## [Exercise details]
Using the entries below, copy out all lines where "dead" is found.

--- Records provided Enclosed Below ---

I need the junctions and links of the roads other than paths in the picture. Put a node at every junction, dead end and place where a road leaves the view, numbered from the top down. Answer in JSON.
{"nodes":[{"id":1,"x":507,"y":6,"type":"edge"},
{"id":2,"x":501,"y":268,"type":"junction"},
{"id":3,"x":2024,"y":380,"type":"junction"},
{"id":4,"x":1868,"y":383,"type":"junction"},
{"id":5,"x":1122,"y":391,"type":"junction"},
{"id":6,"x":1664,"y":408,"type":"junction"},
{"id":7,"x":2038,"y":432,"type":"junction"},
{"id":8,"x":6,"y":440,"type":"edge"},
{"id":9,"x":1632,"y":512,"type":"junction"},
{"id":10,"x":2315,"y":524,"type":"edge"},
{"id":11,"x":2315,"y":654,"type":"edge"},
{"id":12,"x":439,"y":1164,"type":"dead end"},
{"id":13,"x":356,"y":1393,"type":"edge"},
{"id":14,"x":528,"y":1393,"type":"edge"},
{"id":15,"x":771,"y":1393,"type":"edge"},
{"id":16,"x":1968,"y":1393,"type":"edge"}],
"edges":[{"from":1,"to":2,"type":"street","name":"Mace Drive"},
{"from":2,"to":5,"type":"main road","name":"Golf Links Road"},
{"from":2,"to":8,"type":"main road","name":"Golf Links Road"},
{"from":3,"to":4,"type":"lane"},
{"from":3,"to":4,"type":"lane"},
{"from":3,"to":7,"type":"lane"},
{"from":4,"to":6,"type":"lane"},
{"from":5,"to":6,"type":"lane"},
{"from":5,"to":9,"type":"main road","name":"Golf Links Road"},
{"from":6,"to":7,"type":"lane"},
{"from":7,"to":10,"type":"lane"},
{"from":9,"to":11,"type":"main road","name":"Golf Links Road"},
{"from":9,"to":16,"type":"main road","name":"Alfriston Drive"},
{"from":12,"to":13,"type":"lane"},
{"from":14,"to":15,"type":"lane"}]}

--- End of Enclosed Records provided ---

## [Finished task]
I need the junctions and links of the roads other than paths in the picture. Put a node at every junction, dead end and place where a road leaves the view, numbered from the top down. Answer in JSON.
{"id":12,"x":439,"y":1164,"type":"dead end"},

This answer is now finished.